======== Material provided

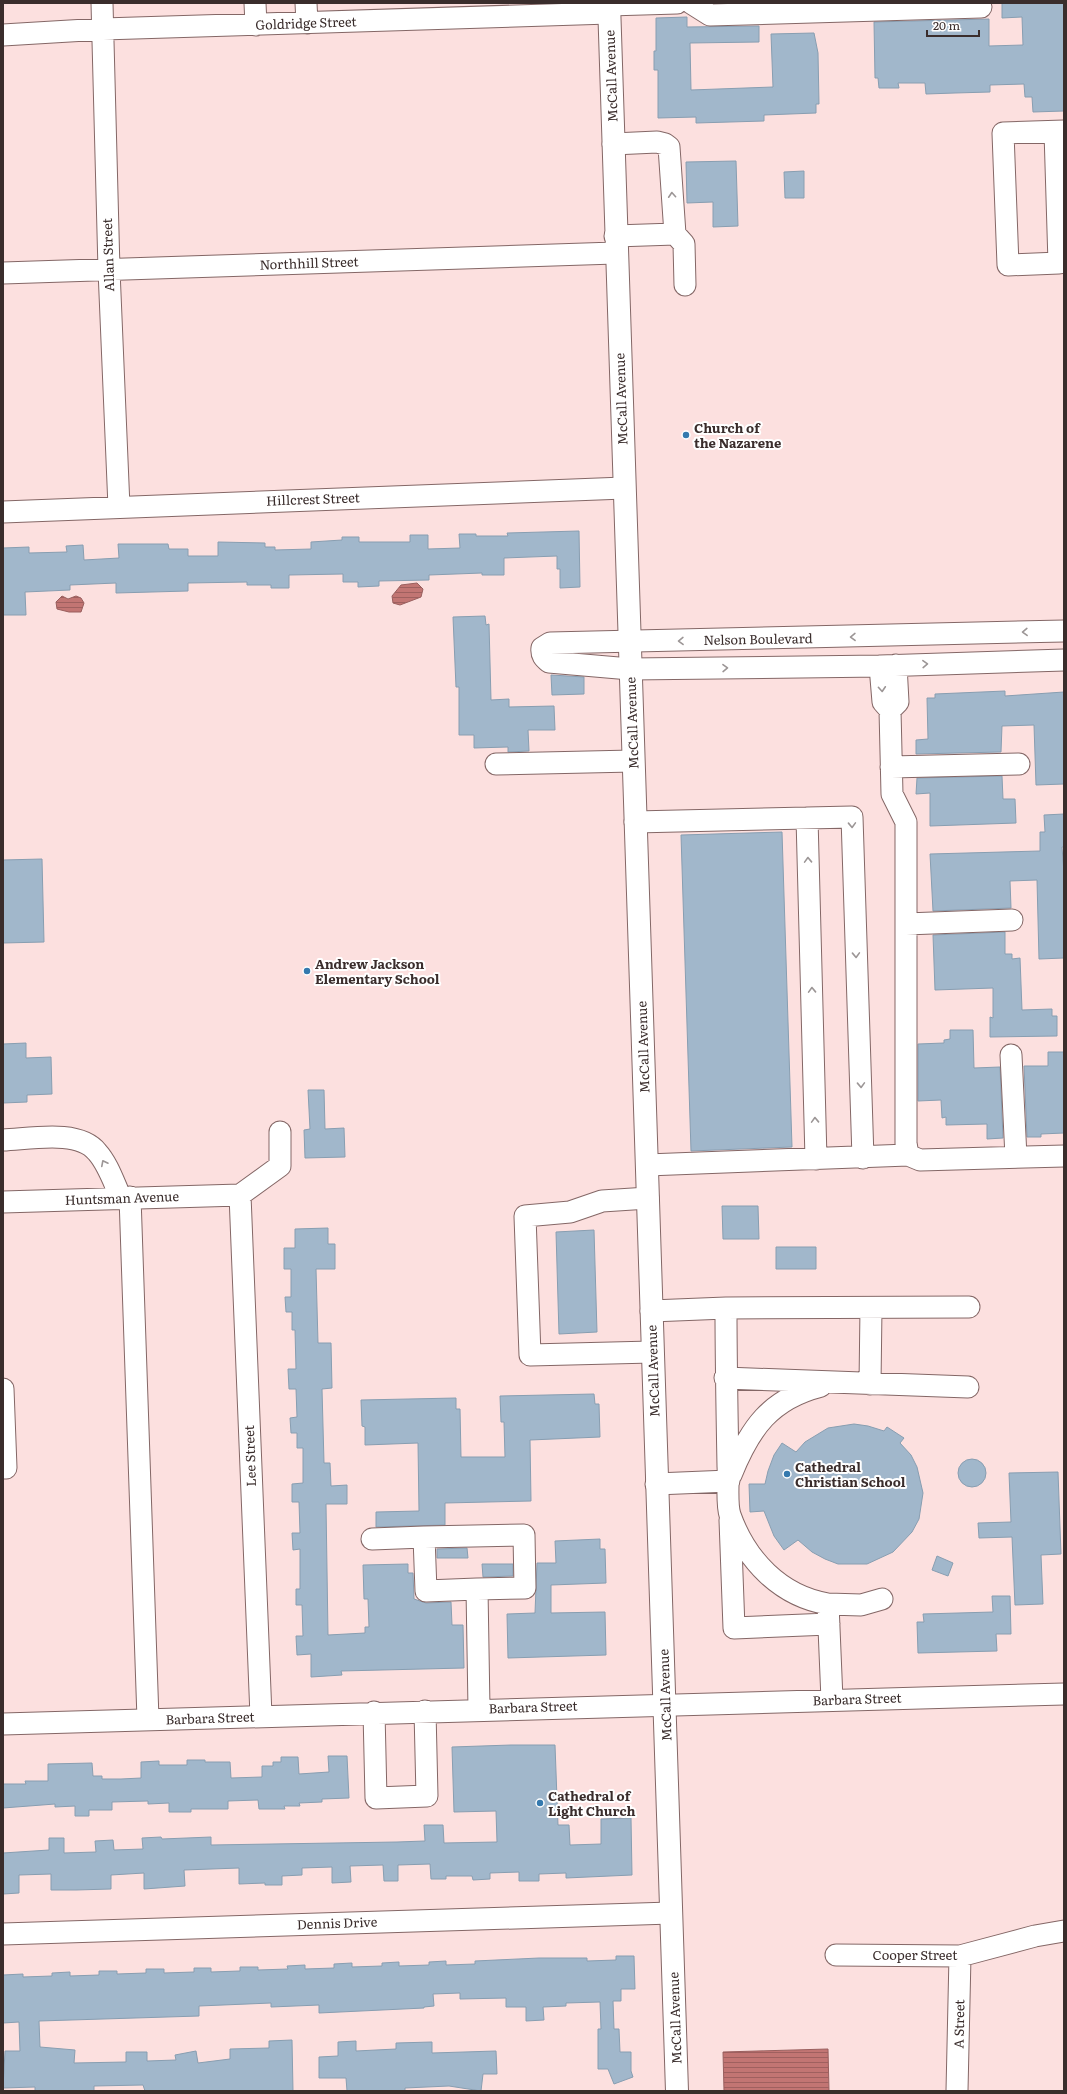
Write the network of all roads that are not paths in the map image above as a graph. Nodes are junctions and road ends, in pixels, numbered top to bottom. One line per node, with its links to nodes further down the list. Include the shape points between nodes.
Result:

================
======== Material provided

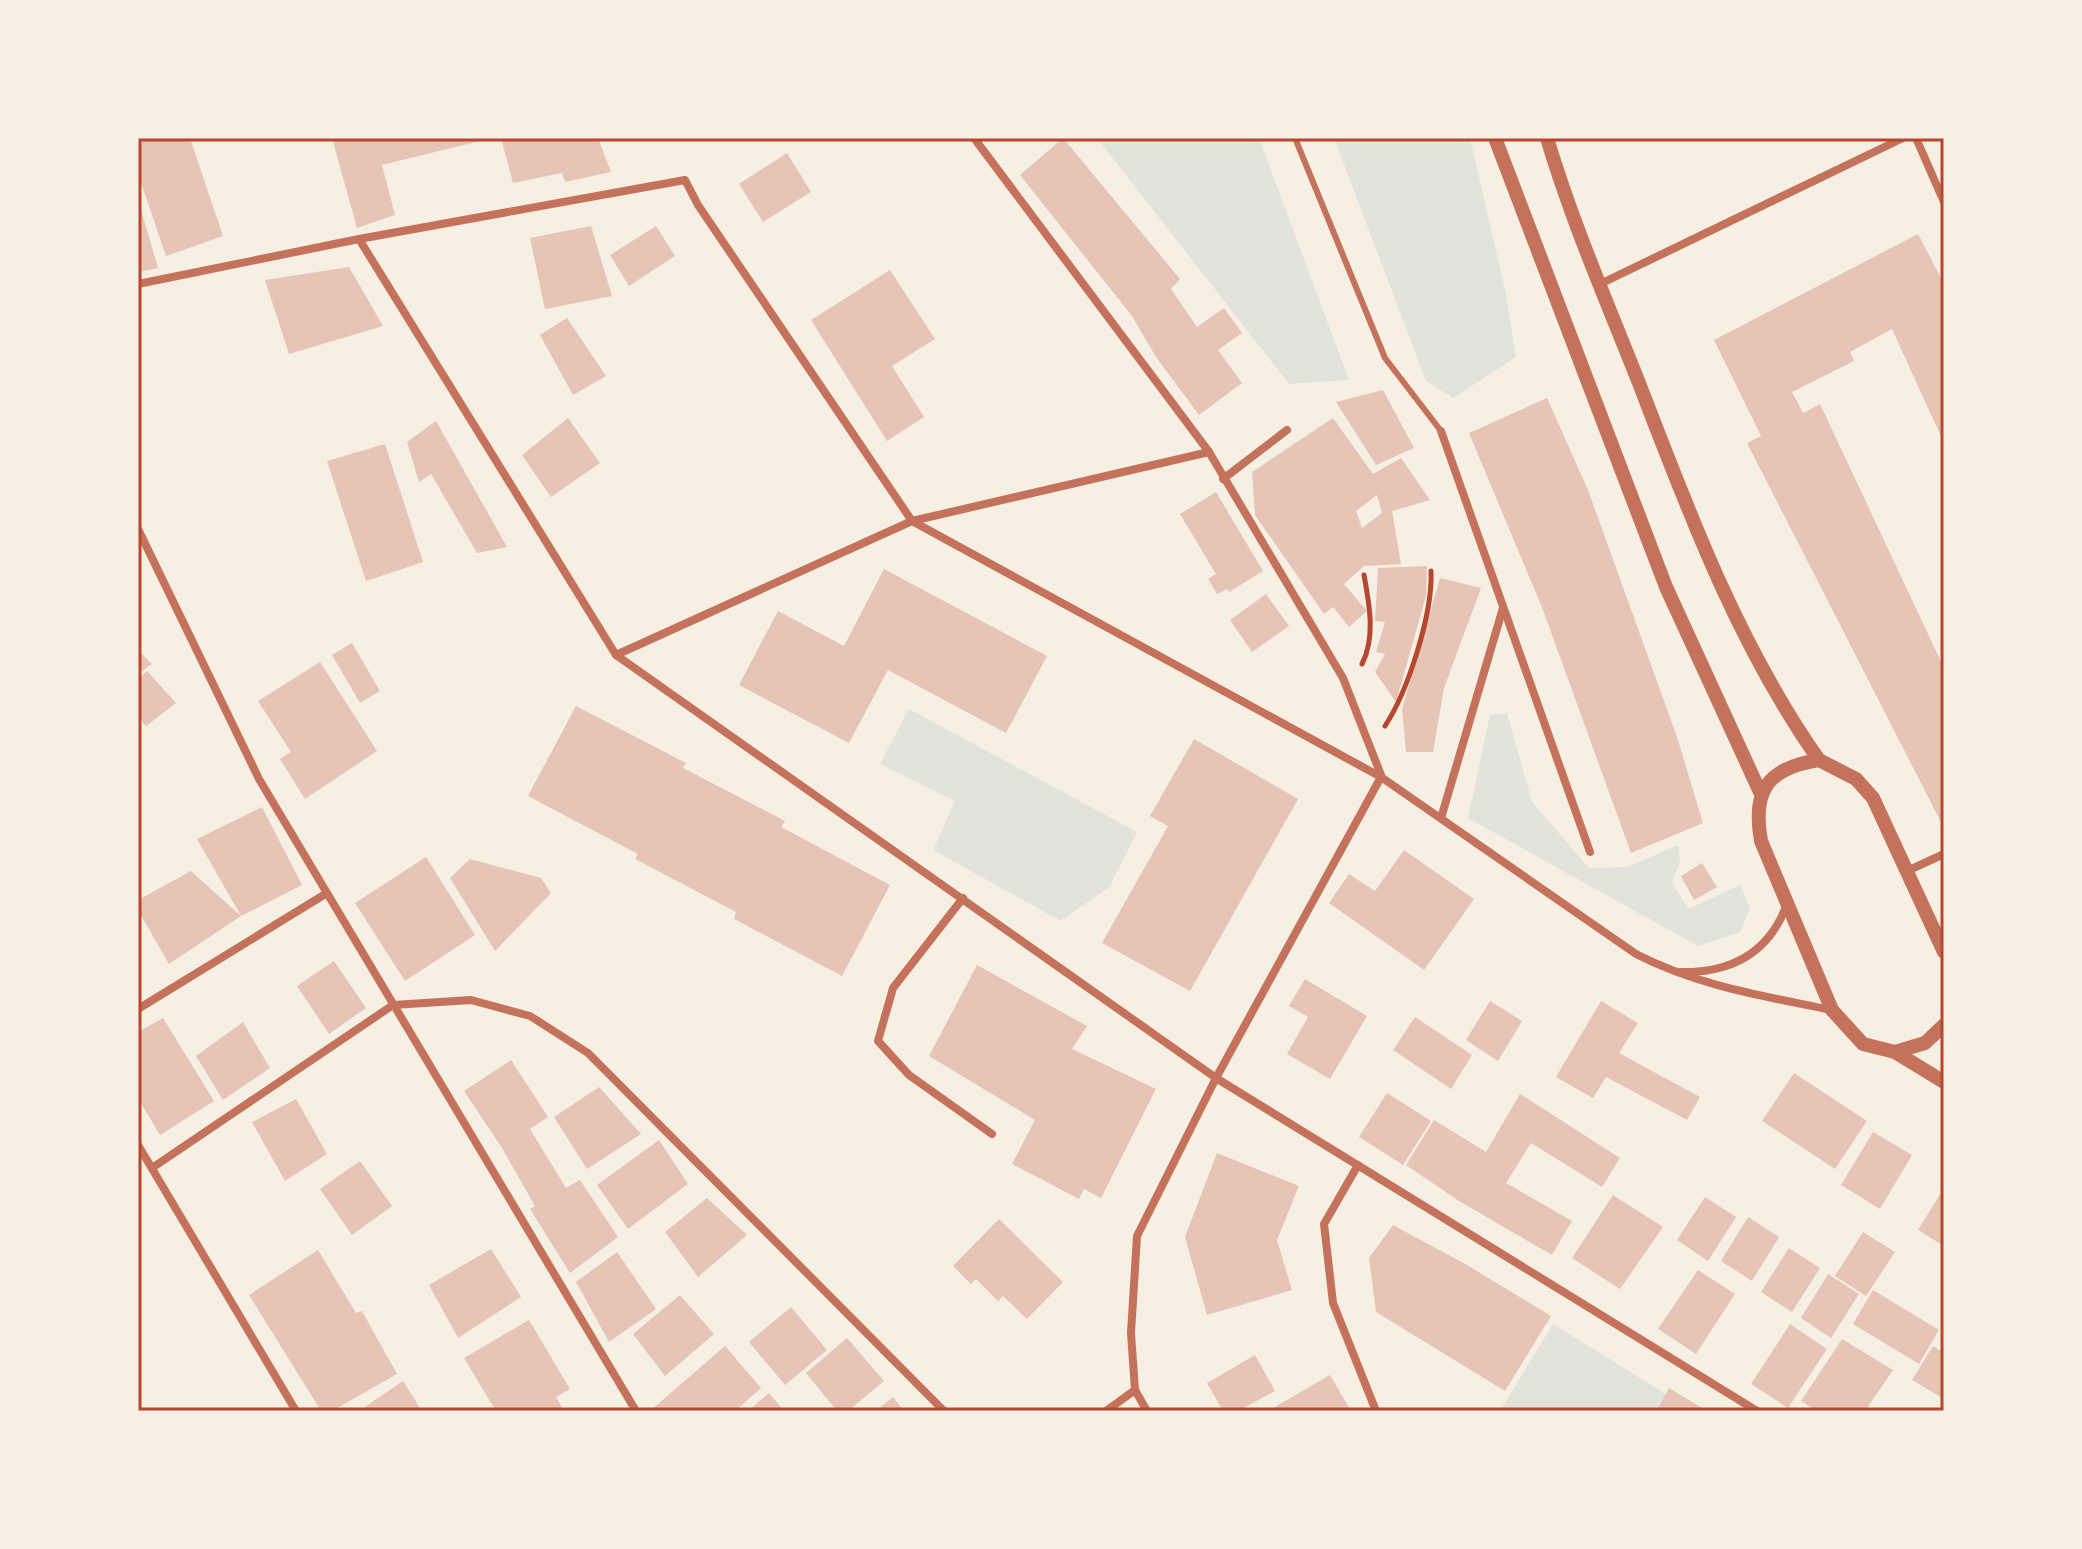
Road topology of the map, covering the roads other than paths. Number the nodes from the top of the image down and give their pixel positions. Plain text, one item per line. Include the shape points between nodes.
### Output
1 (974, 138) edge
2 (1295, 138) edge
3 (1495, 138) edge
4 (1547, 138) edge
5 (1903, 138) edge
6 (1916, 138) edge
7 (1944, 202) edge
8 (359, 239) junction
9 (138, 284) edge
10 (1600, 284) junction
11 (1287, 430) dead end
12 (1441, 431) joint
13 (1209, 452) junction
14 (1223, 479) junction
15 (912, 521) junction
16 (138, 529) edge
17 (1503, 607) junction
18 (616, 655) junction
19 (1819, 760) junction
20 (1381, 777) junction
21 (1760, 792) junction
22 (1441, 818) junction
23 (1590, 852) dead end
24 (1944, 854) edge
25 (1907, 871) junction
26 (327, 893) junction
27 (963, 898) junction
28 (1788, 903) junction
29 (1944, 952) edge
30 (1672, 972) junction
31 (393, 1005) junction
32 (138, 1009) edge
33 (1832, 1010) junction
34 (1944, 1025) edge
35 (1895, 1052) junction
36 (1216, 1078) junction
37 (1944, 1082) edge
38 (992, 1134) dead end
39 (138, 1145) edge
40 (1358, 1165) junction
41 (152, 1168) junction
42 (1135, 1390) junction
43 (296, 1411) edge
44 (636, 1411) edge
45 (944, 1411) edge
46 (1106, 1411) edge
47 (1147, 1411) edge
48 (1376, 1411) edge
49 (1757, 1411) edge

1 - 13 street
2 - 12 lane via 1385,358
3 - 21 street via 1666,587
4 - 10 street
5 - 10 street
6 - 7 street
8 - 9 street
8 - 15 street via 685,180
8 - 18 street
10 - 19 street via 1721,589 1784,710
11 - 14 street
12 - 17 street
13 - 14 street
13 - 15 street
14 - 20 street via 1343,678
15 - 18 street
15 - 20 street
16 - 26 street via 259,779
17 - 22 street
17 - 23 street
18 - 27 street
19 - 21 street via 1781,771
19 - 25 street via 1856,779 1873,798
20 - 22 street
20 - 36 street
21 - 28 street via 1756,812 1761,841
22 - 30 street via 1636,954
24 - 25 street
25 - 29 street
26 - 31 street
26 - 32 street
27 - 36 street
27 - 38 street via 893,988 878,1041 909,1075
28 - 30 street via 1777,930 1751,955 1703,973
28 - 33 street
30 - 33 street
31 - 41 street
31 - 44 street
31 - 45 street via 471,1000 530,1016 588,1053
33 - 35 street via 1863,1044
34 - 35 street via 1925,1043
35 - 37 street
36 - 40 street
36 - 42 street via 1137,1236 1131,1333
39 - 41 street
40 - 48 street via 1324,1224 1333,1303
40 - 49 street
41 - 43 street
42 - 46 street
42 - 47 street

================

### Task details
Across the data, how many lines have the word "image" in them? Respond with the number alone.

### Task solution
2